All of a sudden, at the beginning of October, it started using HUGE amounts of data (which I didn't discover until yesterday, when I almost went into data overage on my shared plan).

I found one thread on Amazon discussions where 2 other people reported this same issue (beginning mid-September for them).

I contacted Kindle support (yes Kindle support and not Amazon suppport) and the person I got hold of had never heard of this problem but claimed that it would be reported. I called Verizon support and the tech support person I got also had never heard of this problem. I've googled the issue and only found that one thread on Amazon discussions.

As of right now I just cannot use this app on my phone. I've long since been a one-device-person and I find this development very disturbing.
Of course, I have the kindle app on several other devices, so I'm not completely shut out of my Kindle books, but I don't like not being able to use it on my phone.

Has anyone here noticed any similar issues? Any other thoughts about how I might trouble-shoot this problem?


----------



## KimberlyinMN (Dec 30, 2009)

I haven't noticed this with my Android cell phone. I barely use any data with my phone. July 31-Aug 30 (36.93 MB), Aug. 31-Sept 30 (51.24 MB), Sept 30-Oct 21 (21.45 MB). Granted, I am almost always connected to WiFi at home and work. I also use Greenify on my phone to help my battery life and to keep the phone from slowing down. Apps that I select are hibernated automatically.


----------



## CegAbq (Mar 17, 2009)

Up until the beginning of this month, on the same phone, the app never used much data either.
In the discussion thread I found, folks were speculation that for some reason the app started constantly syncing the whole time you use it for reading, not just when you open it and close it.


----------



## SusanCassidy (Nov 9, 2008)

But, syncing would not use huge amounts of data, only very small amounts.  So, that isn't it.


----------



## Ann in Arlington (Oct 27, 2008)

If it's really constantly syncing, I'd guess the small amounts could become large amounts pretty fast.  Especially if you use it regularly -- it would be constantly updating your place and all that.  At any rate, it's not supposed to do that, so worth asking the question. 

I checked my Kindle app on my RAZR phone. . . I think there was a recent update, but I hardly ever use it, to be honest. It was responding pretty slowly when I played with it last night.  Anyway, I didn't see any excessive data usage, but didn't have it on that long.  However, when looking around in the app, I see there is a feedback link.  Tap the three line menu icon at the upper left and the link is down near the bottom.  When you send feedback that way directly to Kindle support, they can tell exactly what version of the app you're using and all.  Include the info about what phone you had and that it came pre-installed, etc.  

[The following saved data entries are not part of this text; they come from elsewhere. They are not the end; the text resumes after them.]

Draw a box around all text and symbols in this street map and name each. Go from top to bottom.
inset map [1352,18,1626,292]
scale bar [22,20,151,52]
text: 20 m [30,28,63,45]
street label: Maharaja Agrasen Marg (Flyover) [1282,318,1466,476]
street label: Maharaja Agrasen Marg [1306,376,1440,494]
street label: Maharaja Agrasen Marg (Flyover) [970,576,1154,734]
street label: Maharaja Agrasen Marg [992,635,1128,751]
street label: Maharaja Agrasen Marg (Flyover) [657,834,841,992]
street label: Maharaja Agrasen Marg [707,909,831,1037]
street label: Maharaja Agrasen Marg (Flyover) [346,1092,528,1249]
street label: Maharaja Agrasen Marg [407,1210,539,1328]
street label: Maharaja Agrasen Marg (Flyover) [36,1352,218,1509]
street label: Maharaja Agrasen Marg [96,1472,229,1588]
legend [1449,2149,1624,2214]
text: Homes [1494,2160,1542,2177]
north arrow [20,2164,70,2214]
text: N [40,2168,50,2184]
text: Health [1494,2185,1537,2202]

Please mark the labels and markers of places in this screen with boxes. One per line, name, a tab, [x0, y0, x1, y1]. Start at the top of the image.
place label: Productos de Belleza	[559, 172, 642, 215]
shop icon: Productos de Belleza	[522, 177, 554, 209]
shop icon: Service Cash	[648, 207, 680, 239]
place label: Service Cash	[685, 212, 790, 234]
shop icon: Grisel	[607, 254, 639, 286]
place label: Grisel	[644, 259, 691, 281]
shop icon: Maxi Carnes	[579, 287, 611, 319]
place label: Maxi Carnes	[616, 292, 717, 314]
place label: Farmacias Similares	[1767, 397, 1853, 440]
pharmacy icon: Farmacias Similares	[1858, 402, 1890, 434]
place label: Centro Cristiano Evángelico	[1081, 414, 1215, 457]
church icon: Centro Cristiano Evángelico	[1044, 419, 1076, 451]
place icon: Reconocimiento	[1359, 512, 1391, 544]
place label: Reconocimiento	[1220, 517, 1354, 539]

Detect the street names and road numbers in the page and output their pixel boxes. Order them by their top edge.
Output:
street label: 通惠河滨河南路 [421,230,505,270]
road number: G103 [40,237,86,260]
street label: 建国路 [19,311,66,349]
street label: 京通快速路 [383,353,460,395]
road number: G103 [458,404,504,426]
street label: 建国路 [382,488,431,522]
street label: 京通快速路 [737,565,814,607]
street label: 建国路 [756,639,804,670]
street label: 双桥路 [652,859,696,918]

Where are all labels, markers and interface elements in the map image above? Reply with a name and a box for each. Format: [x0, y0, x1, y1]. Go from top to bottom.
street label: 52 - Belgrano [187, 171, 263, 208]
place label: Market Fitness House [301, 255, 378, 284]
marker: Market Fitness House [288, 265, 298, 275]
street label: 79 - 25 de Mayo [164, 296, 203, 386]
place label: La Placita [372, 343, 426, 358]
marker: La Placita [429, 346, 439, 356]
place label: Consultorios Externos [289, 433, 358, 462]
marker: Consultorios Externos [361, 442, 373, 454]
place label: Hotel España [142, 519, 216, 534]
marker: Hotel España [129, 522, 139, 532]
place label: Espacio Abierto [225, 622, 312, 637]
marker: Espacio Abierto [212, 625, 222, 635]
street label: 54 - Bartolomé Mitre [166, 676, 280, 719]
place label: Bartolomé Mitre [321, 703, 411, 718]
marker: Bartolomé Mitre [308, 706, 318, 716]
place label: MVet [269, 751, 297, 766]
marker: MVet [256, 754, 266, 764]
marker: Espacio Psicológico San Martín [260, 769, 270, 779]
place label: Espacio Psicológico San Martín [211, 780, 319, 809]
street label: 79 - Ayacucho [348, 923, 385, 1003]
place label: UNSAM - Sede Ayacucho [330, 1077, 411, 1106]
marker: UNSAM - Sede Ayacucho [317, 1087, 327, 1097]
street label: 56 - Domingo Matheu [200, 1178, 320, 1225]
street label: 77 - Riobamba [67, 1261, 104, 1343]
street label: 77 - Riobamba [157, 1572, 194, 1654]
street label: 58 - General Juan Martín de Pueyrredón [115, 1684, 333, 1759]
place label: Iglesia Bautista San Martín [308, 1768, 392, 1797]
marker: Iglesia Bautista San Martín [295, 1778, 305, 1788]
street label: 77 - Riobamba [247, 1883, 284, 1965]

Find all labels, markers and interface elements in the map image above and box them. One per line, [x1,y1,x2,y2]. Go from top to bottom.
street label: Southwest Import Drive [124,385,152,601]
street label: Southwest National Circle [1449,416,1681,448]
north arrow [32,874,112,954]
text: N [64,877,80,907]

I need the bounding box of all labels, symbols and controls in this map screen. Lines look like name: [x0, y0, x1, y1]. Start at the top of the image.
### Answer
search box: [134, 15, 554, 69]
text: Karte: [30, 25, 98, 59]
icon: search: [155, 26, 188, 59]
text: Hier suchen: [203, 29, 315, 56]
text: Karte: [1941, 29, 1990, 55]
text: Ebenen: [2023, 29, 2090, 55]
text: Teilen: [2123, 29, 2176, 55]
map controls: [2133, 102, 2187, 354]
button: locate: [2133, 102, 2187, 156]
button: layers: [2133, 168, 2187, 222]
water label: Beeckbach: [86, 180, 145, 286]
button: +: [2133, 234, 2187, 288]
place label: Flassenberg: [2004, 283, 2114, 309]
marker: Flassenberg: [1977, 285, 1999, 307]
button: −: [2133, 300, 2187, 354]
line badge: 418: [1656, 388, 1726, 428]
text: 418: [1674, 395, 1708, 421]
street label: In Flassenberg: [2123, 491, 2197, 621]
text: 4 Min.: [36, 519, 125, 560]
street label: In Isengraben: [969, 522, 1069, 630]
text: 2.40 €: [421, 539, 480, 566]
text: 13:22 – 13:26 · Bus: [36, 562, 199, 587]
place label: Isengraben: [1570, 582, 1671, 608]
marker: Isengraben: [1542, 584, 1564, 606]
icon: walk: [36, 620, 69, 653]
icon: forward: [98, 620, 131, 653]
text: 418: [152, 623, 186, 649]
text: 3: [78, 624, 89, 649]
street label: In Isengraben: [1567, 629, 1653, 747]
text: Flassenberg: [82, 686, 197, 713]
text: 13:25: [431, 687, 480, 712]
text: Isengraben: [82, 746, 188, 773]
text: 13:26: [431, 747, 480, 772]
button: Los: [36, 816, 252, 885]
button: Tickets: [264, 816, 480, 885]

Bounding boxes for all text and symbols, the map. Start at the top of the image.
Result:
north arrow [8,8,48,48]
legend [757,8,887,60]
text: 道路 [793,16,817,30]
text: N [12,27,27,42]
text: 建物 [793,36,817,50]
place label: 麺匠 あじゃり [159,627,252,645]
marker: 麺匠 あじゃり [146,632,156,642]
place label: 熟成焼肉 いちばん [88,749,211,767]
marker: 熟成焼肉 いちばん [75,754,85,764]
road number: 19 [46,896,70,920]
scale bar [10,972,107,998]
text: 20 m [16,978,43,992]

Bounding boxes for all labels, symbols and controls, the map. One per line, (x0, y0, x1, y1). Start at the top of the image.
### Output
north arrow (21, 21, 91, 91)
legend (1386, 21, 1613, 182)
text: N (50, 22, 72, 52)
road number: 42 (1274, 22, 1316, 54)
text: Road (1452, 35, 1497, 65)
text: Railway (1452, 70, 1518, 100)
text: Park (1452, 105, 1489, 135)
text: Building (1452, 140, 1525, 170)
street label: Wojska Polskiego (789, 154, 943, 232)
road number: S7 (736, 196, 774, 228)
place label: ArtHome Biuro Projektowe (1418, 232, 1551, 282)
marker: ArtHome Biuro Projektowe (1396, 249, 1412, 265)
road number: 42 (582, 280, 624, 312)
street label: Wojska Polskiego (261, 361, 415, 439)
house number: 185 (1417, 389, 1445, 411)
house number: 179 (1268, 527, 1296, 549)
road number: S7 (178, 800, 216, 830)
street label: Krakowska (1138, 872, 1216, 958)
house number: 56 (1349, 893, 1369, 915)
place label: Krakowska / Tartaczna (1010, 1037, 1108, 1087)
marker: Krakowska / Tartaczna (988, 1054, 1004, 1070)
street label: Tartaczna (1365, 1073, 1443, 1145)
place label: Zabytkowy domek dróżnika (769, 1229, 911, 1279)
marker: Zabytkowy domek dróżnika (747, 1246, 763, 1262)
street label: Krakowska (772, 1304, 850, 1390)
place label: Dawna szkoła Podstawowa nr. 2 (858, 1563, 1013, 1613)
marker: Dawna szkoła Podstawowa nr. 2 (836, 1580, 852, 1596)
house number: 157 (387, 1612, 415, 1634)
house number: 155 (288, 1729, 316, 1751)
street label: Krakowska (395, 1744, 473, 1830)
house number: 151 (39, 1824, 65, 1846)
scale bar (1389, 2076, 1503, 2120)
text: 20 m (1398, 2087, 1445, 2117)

In my experience, they do respond to these sorts of contacts.  It's linked to your Amazon account so you'll probably get an email back to your address of record.  Sometimes they just say 'thanks' but sometimes they say, in effect, "that's odd, please call us at this number so we can talk about this."  And when that happens you are talking to someone who's already looked at the problem a bit and usually can get things resolved.


----------



## HappyGuy (Nov 3, 2008)

I don't use Amazon on my phone, but could you maybe turn off the ... what is it ... highlights and notes? option.


----------



## CegAbq (Mar 17, 2009)

Ann in Arlington said:


> If it's really constantly syncing, I'd guess the small amounts could become large amounts pretty fast. Especially if you use it regularly -- it would be constantly updating your place and all that. At any rate, it's not supposed to do that, so worth asking the question.
> 
> I checked my Kindle app on my RAZR phone. . . I think there was a recent update, but I hardly ever use it, to be honest. It was responding pretty slowly when I played with it last night.  Anyway, I didn't see any excessive data usage, but didn't have it on that long. However, when looking around in the app, I see there is a feedback link. Tap the three line menu icon at the upper left and the link is down near the bottom. When you send feedback that way directly to Kindle support, they can tell exactly what version of the app you're using and all. Include the info about what phone you had and that it came pre-installed, etc.
> 
> In my experience, they do respond to these sorts of contacts. It's linked to your Amazon account so you'll probably get an email back to your address of record. Sometimes they just say 'thanks' but sometimes they say, in effect, "that's odd, please call us at this number so we can talk about this." And when that happens you are talking to someone who's already looked at the problem a bit and usually can get things resolved.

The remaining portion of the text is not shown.